October 12, 2022 at 2:54 pm

Good point of not waiting forever on hardware, especially during initialisation.

Not really related to the subject, I would like to comment on the (IMHO) silly and dangerous habit of comparing a Boolean result with “false” or “true”.

Why would you write things like “TransferAccepted != true”, “TransferAccepted == false”, or any other combination of “!=”/”==” and “false”/”true”?

“TransferAccepted” is already a Boolean, and if you compare it with true or false, you get…. a Boolean!. There is no point.

I think there are at least 2 reasons NOT to do that:
1. It is dangerous
2. It promotes bad naming of the Boolean variable

Ad 1:
If for whatever reason a Boolean variable gets a value that is neither the numerical value of false or true, checks like “== false” and “== true” both yield false. What a nasty surprise!

Ad 2:
“TransferAccepted” is a good variable name, because it is perfectly clear what the meaning is of TransferAccepted being true or false. Just write “while (!TransferAccepted)” and “if (TransferAccepted)”, etc. Only if you use a bad variable name like “Flag”, you have to resort to comparing that name with false or true.

Reply
1. Jacob Beningo says:
  
  October 13, 2022 at 7:39 am
  
  Thanks for the comment! Good points!
  
  Reply
Rob Uiterlinden says:

October 12, 2022 at 2:57 pm

Is it possible to preserve line breaks in the comment box?

Reply
1. Jacob Beningo says:
  
  October 13, 2022 at 7:36 am
  
  I have to check with my web team.

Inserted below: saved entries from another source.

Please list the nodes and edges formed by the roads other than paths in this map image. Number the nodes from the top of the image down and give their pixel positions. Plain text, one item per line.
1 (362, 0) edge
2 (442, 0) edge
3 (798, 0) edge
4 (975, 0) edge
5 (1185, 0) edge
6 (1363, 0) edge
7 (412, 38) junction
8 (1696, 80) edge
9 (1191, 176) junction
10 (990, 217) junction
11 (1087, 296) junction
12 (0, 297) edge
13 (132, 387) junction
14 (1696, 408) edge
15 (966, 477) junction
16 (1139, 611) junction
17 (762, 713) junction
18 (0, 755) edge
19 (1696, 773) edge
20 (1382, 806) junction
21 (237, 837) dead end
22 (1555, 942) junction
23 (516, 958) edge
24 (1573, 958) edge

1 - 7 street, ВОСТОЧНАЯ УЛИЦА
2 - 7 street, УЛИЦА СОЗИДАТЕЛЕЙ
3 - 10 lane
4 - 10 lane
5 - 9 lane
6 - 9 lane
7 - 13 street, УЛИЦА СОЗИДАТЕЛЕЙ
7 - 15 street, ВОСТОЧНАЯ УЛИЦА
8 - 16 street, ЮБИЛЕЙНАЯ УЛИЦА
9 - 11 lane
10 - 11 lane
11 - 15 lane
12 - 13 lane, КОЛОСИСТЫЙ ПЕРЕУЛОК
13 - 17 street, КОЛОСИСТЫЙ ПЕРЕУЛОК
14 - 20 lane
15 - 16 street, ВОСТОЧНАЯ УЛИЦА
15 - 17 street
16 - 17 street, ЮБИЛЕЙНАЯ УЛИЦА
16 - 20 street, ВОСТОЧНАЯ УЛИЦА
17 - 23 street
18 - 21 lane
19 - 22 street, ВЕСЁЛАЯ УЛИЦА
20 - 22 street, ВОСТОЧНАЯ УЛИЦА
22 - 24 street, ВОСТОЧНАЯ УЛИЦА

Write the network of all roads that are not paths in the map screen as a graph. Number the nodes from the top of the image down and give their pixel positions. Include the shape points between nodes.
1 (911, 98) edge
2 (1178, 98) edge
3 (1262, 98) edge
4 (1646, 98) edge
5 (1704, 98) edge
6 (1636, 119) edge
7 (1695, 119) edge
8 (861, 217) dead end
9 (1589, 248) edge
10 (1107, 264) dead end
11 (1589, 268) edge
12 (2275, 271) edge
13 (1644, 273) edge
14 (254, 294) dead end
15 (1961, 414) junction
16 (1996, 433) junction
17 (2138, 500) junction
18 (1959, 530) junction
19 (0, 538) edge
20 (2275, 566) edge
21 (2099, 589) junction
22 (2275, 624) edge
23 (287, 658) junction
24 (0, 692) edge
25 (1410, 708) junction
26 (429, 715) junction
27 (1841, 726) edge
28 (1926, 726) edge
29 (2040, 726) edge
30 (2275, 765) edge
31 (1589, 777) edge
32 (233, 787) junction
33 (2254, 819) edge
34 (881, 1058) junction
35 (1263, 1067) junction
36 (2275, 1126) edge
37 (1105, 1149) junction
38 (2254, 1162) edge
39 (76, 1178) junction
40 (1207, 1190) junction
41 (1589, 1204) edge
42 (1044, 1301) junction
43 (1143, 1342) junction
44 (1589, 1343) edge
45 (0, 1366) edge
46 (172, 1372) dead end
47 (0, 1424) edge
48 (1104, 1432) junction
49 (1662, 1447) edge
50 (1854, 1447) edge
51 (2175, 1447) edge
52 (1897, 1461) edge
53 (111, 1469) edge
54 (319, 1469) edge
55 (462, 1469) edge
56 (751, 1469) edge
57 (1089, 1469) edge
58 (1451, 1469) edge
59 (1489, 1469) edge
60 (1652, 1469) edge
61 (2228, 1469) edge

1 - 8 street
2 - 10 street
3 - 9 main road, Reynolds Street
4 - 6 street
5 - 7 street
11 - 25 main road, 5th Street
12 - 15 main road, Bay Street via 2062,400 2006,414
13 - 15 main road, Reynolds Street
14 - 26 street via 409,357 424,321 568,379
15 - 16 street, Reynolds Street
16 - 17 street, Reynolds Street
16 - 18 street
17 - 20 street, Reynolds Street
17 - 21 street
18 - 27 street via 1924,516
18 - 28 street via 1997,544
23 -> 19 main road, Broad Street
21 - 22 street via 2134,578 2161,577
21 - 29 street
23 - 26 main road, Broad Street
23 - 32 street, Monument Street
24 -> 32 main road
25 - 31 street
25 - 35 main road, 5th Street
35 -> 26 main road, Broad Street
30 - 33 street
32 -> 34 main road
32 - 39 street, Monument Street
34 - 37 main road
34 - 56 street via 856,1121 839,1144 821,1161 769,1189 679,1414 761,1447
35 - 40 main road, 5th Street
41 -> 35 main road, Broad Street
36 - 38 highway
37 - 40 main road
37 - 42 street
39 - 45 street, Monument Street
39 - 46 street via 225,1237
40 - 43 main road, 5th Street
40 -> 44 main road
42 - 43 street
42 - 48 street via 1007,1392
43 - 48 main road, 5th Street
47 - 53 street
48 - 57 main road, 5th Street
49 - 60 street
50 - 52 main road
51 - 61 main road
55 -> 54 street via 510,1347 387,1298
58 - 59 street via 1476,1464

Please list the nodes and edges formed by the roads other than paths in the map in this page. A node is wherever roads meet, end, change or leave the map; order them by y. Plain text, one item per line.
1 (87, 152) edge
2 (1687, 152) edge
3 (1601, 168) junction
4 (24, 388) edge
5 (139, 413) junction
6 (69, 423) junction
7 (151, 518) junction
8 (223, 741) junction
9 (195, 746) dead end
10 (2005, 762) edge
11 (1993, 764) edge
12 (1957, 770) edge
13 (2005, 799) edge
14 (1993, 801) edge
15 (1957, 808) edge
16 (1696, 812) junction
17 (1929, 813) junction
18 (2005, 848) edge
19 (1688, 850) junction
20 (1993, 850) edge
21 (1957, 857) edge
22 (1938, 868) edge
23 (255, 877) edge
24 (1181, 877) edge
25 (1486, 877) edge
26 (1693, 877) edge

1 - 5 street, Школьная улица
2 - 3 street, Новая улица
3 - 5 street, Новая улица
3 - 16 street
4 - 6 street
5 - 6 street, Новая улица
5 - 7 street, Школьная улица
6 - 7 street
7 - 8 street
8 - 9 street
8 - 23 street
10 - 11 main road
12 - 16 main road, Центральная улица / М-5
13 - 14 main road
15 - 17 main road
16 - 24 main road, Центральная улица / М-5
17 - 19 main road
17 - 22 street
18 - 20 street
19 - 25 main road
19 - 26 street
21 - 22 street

I’ve found that to be annoying as well.
  
  Reply
Rob Uiterlinden says:

October 12, 2022 at 3:09 pm

One more thing:
“while((GCLK_REGS->GCLK_SYNCBUSY & GCLK_SYNCBUSY_GENCTRL_GCLK2) == GCLK_SYNCBUSY_GENCTRL_GCLK2)” can simplified as:
“while((GCLK_REGS->GCLK_SYNCBUSY & GCLK_SYNCBUSY_GENCTRL_GCLK2) != 0)”
Keep it simple, keep it DRY!

Reply
1. Jacob Beningo says:
  
  October 13, 2022 at 7:34 am
  
  Thanks for the comment.
  
  The code I used in the example was actually copied from the Microchip Harmony code for the ATSAM54E. So it’s a literal example of how microcontroller vendors provide code that developers are using in their production code!
  
  Reply
Akito says:

October 13, 2022 at 4:34 am

If you were to perform branch coverage tests and you have to execute the branch where “RetryCount == RETRY_COUNT_MAX” is true and “TransferAccepted == true” how would you proceeding?
Would you perform sophisticated mocking of the function “SERCOM4_SPI_WriteRead” to return “true” after a define number of retry?

Reply
1. Jacob Beningo says:
  
  October 13, 2022 at 7:33 am
  
  Thanks for the question.
  
  Thanks for the question.
  
  There are a few ways you could do it. First, you could create a mock that for the maximum or error case expects the call to be done RETRY_COUNT_MAX times. Alternatively, you could create a test double that behaves as needed.
  
  In order to avoid having to build multiple test functionalities into a single function, you could create test double functions like SercomNormalTestWriteRead, SercomMaximumTestWriteRead, SercomErrorTestWriteRead and then instead of using the SERCOM4_SPI_WriteRead, we could use a function pointer and update the pointer to point at the test double we want to execute.
  
  Reply
  1. Akito says:
    
    October 13, 2022 at 7:51 am
    
    Thanks for your response.
    Also, what do you think about having a while loop waiting on essential peripheral in a boot software?
    What i mean is, for example, the case where you need to access a NVRAM that is not responding in the boot and that access is mandatory for the application execution. In the case where you have a watchdog, is it not valid to just retry in a while loop until the watchdog reset the board? A error flag would not be much of a help in that case i think.
    
    Reply
    1. Jacob Beningo says:
      
      October 13, 2022 at 7:54 am
      
      It depends on the product and what’s acceptable for a failure. What happens if the NVRAM has failed permanently? Should the device just sit in a reset loop forever without the user ever knowing what is wrong? Or should it try to initialize the NVRAM and after X failures, move on and boot into a “safe mode” or “limp mode”?
      
      Those types of decisions really depend on the product.
      
      Good question!
      
      Reply
      1. Akito says:
        
        October 13, 2022 at 8:06 am
        
        I see, thank you!
Andrew says:

November 3, 2022 at 3:49 pm

Hi Jacob, great article.

I was recently reading an article over on the memfault blog (https://interrupt.memfault.com/blog/firmware-watchdog-best-practices#a-basic-implementation) and they are advocating that adding timeouts can cause more problems than they fix?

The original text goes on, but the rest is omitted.